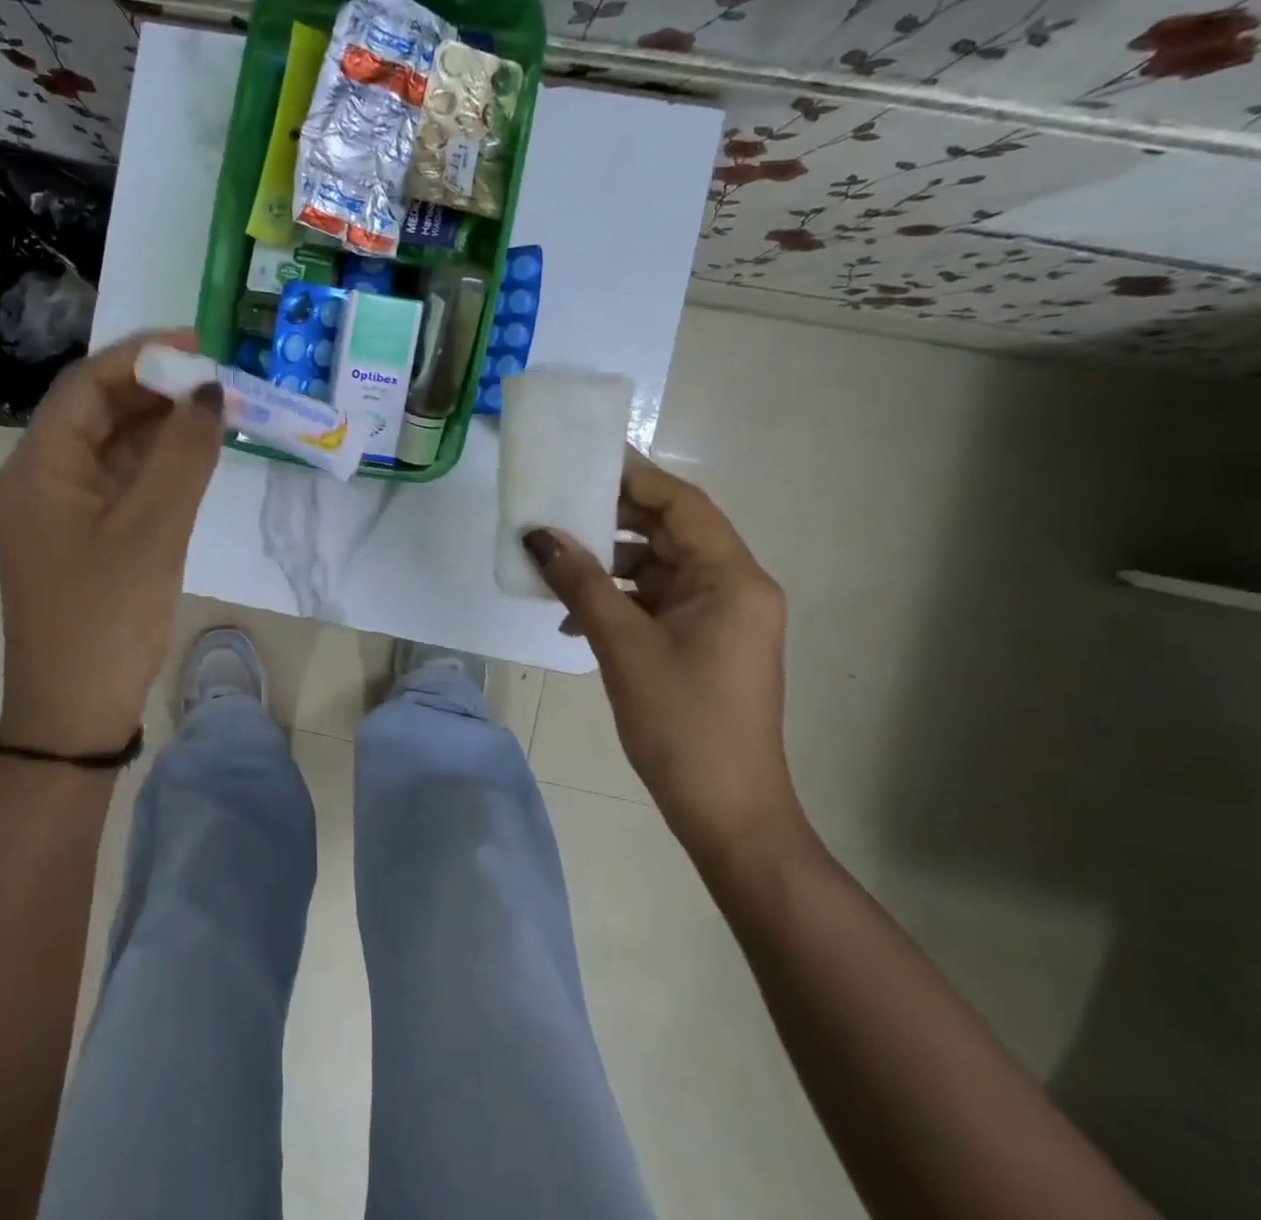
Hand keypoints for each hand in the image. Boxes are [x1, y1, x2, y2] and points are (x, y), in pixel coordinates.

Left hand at [0, 329, 223, 755]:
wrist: (73, 714)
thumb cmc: (106, 619)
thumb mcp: (153, 530)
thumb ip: (184, 455)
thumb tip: (211, 391)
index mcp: (39, 466)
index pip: (87, 384)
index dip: (142, 356)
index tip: (200, 344)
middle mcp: (41, 476)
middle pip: (98, 410)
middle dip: (157, 389)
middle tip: (219, 379)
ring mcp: (61, 508)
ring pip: (113, 445)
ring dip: (161, 425)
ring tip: (217, 409)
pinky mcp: (83, 534)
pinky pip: (120, 480)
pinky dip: (157, 463)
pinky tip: (195, 454)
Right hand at [521, 455, 798, 859]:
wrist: (726, 812)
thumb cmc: (682, 723)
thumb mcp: (623, 645)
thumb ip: (580, 582)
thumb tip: (537, 534)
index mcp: (731, 579)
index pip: (683, 505)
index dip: (634, 477)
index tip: (583, 459)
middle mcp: (733, 588)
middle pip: (669, 532)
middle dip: (611, 520)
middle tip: (555, 508)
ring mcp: (718, 618)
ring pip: (656, 568)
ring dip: (606, 566)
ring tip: (553, 564)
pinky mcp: (701, 643)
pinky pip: (654, 602)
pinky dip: (615, 601)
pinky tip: (572, 619)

### TO DO
With the pictures removed, return all the entries exactly.

### ANSWER AREA
Hand keypoints for each hand in the image. Boxes are [x1, y1, x2, y2] and points are (x, y), in pixel coordinates.

Left hand at [0, 329, 223, 755]:
wrist: (73, 714)
thumb cmc: (106, 619)
thumb mcp: (153, 530)
thumb ip: (184, 455)
thumb tip: (211, 391)
index mcp: (39, 466)
index pip: (87, 384)
index dip: (142, 356)
index tip: (200, 344)
middle mcp: (41, 476)
middle pip: (98, 410)
middle dip: (157, 389)
middle tip: (219, 379)
ring mcp: (61, 508)
ring pip: (113, 445)
ring dip: (161, 425)
ring tip: (217, 409)
pinky mcp: (83, 534)
pinky pip: (120, 480)
pinky dip: (157, 463)
pinky tip: (195, 454)
Right hand at [521, 455, 798, 859]:
wrist: (726, 812)
thumb cmc: (682, 723)
thumb mcp: (623, 645)
thumb ip: (580, 582)
thumb tip: (537, 534)
index mcp: (731, 579)
index pip: (683, 505)
index dip: (634, 477)
index tip: (583, 459)
middle mcp: (733, 588)
middle pip: (669, 532)
middle dip: (611, 520)
middle tip: (555, 508)
ring mcp: (718, 618)
ring pip: (656, 568)
ring dip: (606, 566)
ring tip: (553, 564)
pinky mcp: (701, 643)
pinky pip: (654, 602)
pinky dip: (615, 601)
pinky tip: (572, 619)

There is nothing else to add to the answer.